[Stored items]

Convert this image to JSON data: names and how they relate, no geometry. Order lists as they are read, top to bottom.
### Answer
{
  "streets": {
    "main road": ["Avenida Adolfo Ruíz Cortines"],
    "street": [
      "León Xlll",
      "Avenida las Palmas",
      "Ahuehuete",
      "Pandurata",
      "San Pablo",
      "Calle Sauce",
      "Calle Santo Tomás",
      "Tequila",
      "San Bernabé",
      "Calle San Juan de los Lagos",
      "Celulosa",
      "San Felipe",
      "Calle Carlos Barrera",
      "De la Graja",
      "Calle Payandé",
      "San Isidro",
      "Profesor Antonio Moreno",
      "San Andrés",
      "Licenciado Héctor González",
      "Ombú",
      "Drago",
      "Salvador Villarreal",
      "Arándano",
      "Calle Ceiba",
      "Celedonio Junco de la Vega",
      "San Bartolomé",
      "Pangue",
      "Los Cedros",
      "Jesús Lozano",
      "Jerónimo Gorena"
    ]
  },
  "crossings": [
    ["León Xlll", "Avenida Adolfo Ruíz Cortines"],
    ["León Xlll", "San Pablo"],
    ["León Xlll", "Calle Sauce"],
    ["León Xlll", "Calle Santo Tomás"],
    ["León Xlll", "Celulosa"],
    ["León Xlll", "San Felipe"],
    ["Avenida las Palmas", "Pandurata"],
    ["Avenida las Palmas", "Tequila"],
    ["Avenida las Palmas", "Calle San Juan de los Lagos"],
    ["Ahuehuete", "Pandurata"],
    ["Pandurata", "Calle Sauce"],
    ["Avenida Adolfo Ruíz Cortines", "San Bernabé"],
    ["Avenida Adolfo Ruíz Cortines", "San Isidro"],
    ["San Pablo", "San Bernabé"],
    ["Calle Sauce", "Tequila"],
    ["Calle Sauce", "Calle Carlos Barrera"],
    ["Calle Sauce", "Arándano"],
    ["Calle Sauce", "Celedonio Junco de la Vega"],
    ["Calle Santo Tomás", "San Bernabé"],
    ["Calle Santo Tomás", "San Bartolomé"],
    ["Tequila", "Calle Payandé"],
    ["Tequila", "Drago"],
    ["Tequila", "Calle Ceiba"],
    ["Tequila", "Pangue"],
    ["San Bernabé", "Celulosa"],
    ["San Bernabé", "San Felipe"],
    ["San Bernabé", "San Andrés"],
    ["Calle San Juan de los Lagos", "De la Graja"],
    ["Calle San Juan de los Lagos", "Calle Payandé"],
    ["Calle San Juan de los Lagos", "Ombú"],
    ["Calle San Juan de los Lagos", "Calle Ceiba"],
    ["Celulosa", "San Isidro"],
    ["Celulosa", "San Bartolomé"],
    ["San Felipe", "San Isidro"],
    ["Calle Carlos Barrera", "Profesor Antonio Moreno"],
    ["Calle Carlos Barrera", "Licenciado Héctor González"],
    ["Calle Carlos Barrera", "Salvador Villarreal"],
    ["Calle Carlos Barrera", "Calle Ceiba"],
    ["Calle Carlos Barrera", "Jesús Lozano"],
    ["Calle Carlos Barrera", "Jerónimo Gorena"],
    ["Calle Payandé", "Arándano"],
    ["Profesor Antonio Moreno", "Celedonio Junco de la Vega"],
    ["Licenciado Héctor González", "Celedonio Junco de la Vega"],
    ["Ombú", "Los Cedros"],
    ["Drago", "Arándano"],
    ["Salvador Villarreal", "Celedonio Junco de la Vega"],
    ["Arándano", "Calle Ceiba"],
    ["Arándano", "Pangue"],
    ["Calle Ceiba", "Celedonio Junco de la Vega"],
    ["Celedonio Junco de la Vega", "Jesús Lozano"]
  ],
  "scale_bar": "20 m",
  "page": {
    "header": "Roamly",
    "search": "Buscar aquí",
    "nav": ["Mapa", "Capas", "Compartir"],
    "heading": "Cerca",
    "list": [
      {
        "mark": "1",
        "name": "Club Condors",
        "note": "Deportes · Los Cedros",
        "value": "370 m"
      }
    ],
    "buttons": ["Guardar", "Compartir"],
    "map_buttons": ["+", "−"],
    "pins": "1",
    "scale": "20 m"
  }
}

[Assignment]: Find the lines above that include the string "Arándano" and copy them.

[Answer to the exercise]:
      "Arándano",
    ["Calle Sauce", "Arándano"],
    ["Calle Payandé", "Arándano"],
    ["Drago", "Arándano"],
    ["Arándano", "Calle Ceiba"],
    ["Arándano", "Pangue"],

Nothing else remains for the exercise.